Bill Ranford is in his 11th season as the Goaltending Coach with the Kings. He was named to his position on July 10, 2006 and is the longest tenured goalie coach in team history.

Upon Ranford joining the club the Kings team goals-against average (GAA) dropped steadily during each of his first six seasons. This past season Kings goalie Jonathan Quick was nominated for the Vezina Trophy and was second in the NHL in wins.

In 2013-14, the Kings won the William M. Jennings Trophy as the team with the lowest goals-against-average (GAA) in the league, the first time in franchise history the Kings have won the award. That same season Kings goalies allowed a franchise-low 168 goals (not including shootout goals), an all-time record with 13 shutouts and a 2.02 GAA. In 2011-12, the club enjoyed a .924 save percentage (tied for third in the NHL that season) which remains a franchise best.

During the 2012 playoffs the Kings posted a 1.45 team GAA over 20 games and Quick, the Conn Smythe Trophy winner, had three shutouts. In 2013 the Kings posted a 1.80 team GAA in the postseason, the best mark in the NHL, along with another three playoff shutouts for Quick.

Ranford, 49 (12/14/66), had worked as the Goaltending Consultant with the Vancouver Giants of the Western Hockey League for two seasons before joining the Kings. In addition, Ranford - a two-time Stanley Cup Champion goalie with the Edmonton Oilers in 1988 and 1990 and the Conn Smythe Trophy winner in 1990 - has also worked as a Goaltending Consultant with the Burnaby Express of the British Columbia Hockey League (Tier II Junior), of which he was a part-owner.

Ranford, who shares the NHL's single season playoff record for most wins by a goaltender with 16 victories in 1990, completed a stellar 15-year NHL playing career following the 1999-00 season. Originally selected by the Boston Bruins in the third-round (52nd overall) of the 1985 NHL Entry Draft, Ranford had a regular season record of 240-279-76, 15 shutouts, a 3.41 goals-against-average and a .888 save-percentage in 647 regular season NHL contests with the Oilers, Bruins, Detroit Red Wings, Tampa Bay Lightning and Washington Capitals. He also played in a total of a 53 NHL playoff games, and he played for the Oilers alumni team at the outdoor Heritage Classic in 2003 in Alberta.

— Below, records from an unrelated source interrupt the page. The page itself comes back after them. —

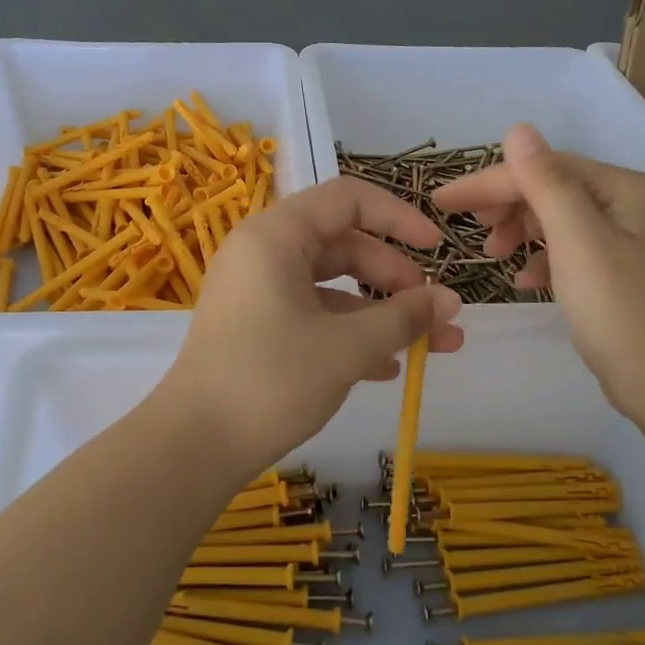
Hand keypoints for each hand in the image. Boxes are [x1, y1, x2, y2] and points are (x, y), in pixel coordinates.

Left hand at [158, 176, 463, 476]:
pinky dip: (350, 335)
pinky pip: (313, 316)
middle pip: (344, 245)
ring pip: (332, 287)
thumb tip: (450, 300)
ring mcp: (257, 292)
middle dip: (396, 279)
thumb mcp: (346, 347)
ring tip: (432, 346)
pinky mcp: (256, 328)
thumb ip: (403, 318)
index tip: (438, 248)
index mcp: (276, 236)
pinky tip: (387, 369)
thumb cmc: (271, 380)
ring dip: (381, 314)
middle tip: (436, 313)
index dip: (399, 217)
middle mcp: (263, 254)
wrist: (195, 445)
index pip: (347, 199)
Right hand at [431, 123, 644, 420]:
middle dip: (507, 205)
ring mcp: (629, 240)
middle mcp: (631, 205)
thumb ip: (545, 183)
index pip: (546, 168)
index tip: (444, 202)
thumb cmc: (620, 309)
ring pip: (559, 220)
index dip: (491, 182)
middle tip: (469, 230)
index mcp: (625, 188)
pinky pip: (570, 251)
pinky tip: (525, 281)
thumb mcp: (577, 241)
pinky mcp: (621, 274)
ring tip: (493, 257)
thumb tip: (517, 129)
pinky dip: (542, 260)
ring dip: (521, 232)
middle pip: (553, 189)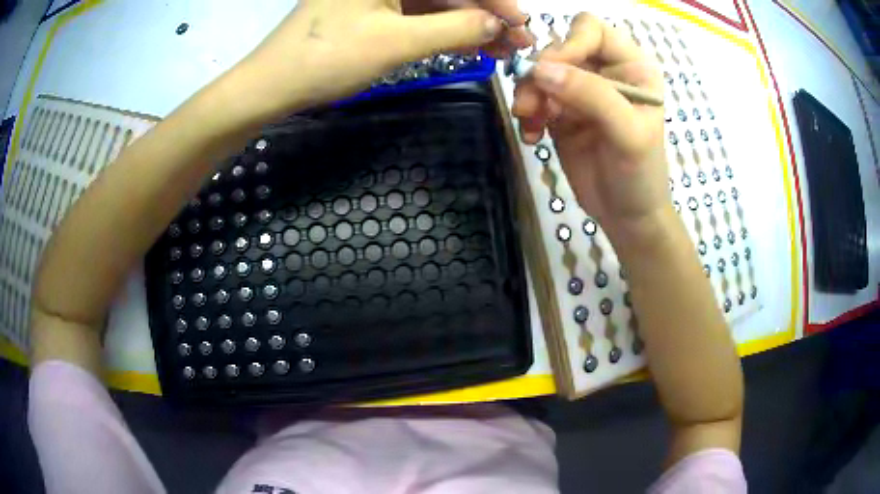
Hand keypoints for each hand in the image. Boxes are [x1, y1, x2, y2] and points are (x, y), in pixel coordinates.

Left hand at [232, 0, 531, 118]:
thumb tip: (498, 25)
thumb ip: (454, 28)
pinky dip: (442, 29)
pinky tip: (466, 44)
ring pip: (435, 2)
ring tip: (498, 50)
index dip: (492, 0)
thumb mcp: (395, 42)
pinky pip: (417, 14)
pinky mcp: (371, 9)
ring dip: (467, 24)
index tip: (520, 24)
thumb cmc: (326, 58)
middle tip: (515, 43)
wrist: (271, 86)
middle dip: (483, 13)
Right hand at [512, 14, 668, 246]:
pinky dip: (527, 114)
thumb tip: (540, 69)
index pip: (592, 30)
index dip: (569, 43)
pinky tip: (532, 136)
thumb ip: (590, 95)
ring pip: (542, 72)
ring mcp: (581, 91)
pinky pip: (535, 98)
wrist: (627, 216)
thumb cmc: (640, 175)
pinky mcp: (562, 112)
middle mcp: (605, 72)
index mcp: (631, 67)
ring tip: (527, 121)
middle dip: (541, 74)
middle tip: (530, 105)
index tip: (551, 72)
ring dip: (529, 94)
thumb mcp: (626, 133)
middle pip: (560, 48)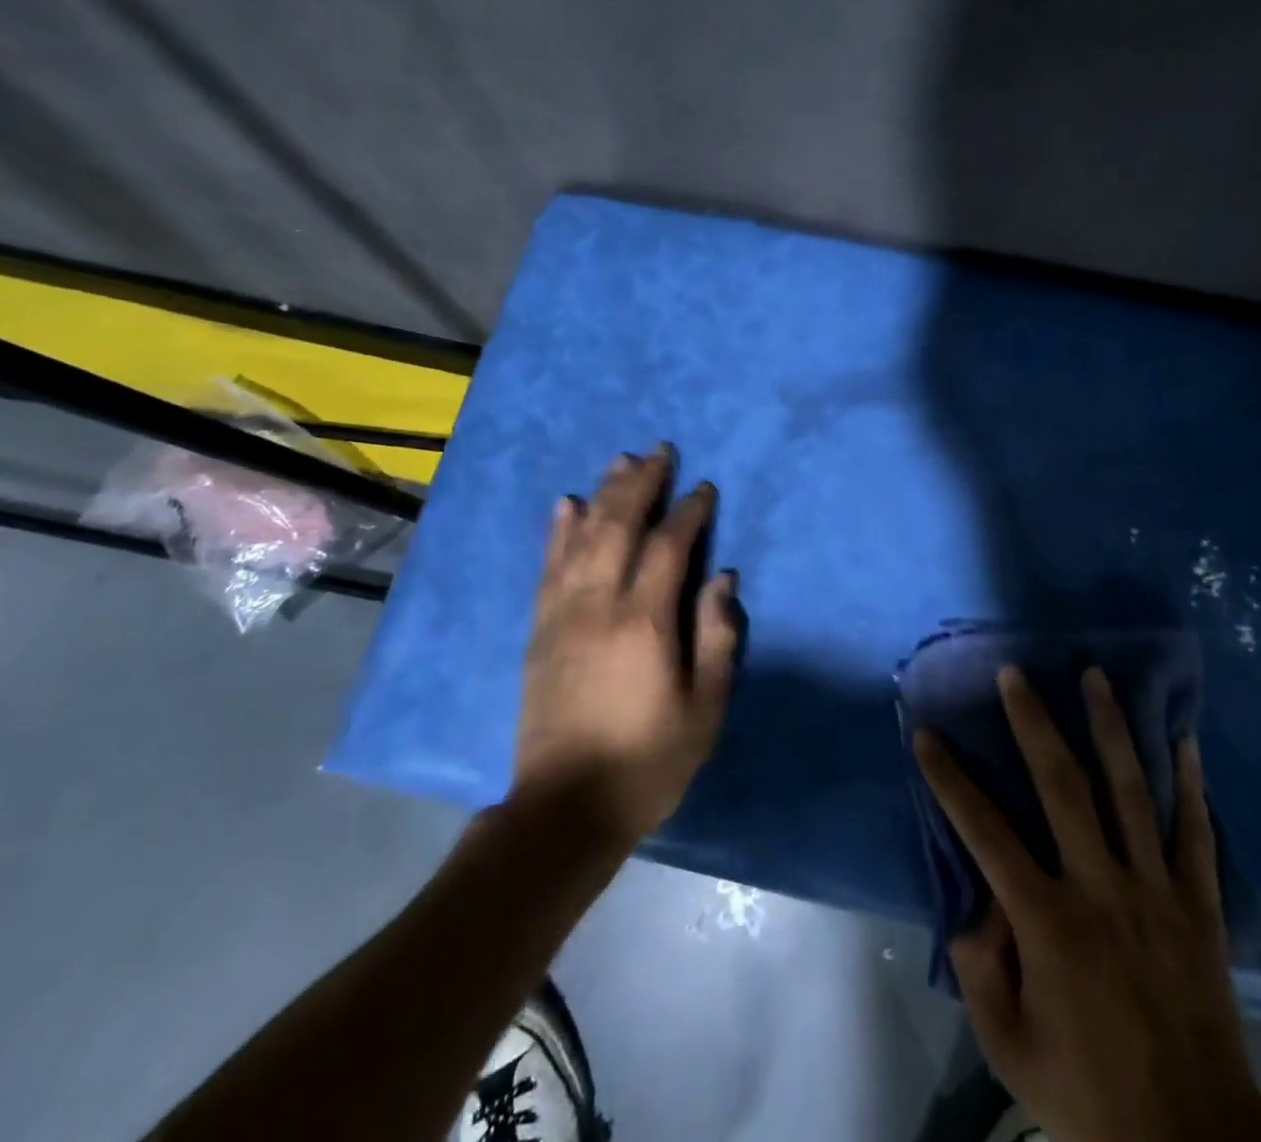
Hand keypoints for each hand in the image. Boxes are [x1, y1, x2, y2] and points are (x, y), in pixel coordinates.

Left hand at [513, 446, 739, 843]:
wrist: (564, 809)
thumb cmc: (648, 761)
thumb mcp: (705, 709)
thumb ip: (716, 638)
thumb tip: (721, 579)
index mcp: (645, 622)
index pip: (668, 547)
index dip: (688, 512)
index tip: (703, 488)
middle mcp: (598, 605)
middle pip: (619, 526)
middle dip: (641, 484)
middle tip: (659, 453)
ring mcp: (562, 615)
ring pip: (581, 537)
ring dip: (602, 494)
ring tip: (619, 461)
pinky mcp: (539, 630)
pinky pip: (547, 567)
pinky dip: (557, 531)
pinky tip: (565, 504)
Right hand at [913, 667, 1260, 1141]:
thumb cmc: (1086, 1095)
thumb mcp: (1007, 1043)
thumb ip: (979, 966)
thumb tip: (971, 899)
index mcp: (1047, 922)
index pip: (985, 833)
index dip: (950, 780)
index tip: (926, 735)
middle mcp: (1100, 888)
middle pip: (1062, 787)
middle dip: (1034, 723)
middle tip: (1015, 673)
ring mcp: (1155, 891)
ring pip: (1130, 792)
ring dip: (1109, 728)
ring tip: (1095, 676)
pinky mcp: (1198, 906)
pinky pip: (1195, 833)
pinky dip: (1190, 783)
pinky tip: (1183, 737)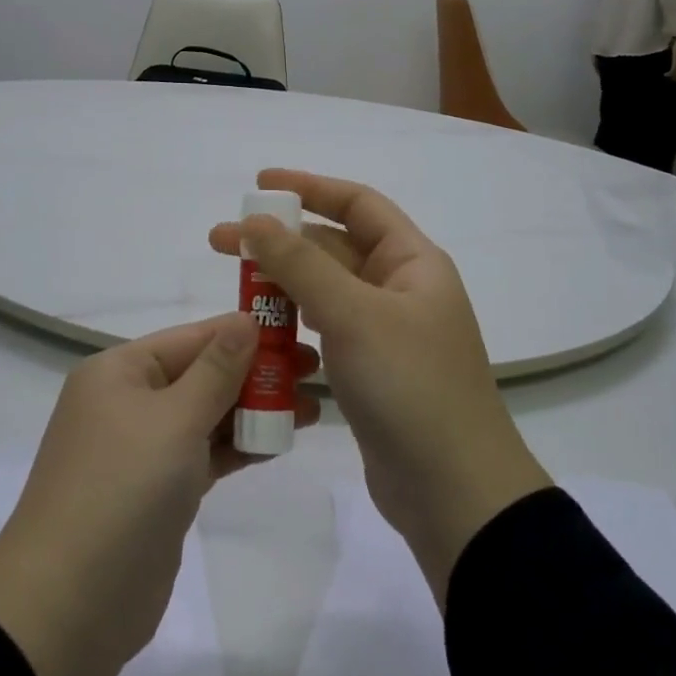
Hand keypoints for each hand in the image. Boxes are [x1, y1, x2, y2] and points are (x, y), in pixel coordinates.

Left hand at [0, 316, 319, 675]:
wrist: (71, 605)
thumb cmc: (123, 489)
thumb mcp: (175, 418)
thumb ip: (217, 369)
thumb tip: (246, 319)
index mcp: (119, 371)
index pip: (193, 336)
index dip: (246, 332)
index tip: (300, 331)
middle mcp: (128, 401)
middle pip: (203, 374)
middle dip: (257, 373)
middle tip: (316, 372)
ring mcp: (142, 449)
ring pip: (207, 415)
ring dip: (254, 410)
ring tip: (311, 408)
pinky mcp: (158, 490)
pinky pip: (205, 453)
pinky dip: (239, 446)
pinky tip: (280, 441)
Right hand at [210, 171, 550, 605]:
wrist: (453, 491)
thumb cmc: (410, 387)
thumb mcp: (354, 315)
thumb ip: (302, 265)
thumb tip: (258, 222)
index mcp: (412, 262)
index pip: (358, 204)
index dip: (309, 187)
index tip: (260, 185)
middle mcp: (401, 289)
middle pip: (334, 247)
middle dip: (281, 240)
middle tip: (222, 242)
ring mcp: (385, 333)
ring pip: (326, 292)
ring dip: (283, 284)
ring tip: (234, 287)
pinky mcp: (370, 371)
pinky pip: (326, 331)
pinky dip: (295, 324)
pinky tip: (263, 331)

Ranford, an All-Star during the 1991-92 season, made his acting debut in the movie Miracle, where he performed scenes as a "stunt double" of Jim Craig, Team USA's goalie during the 1980 Winter Olympics. A native of Brandon, Manitoba, Ranford is a member of the Manitoba Sports Hall of Fame.

Bill and his wife Kelly have two children: daughters Cassady and Tristan. They live in New Westminster, British Columbia.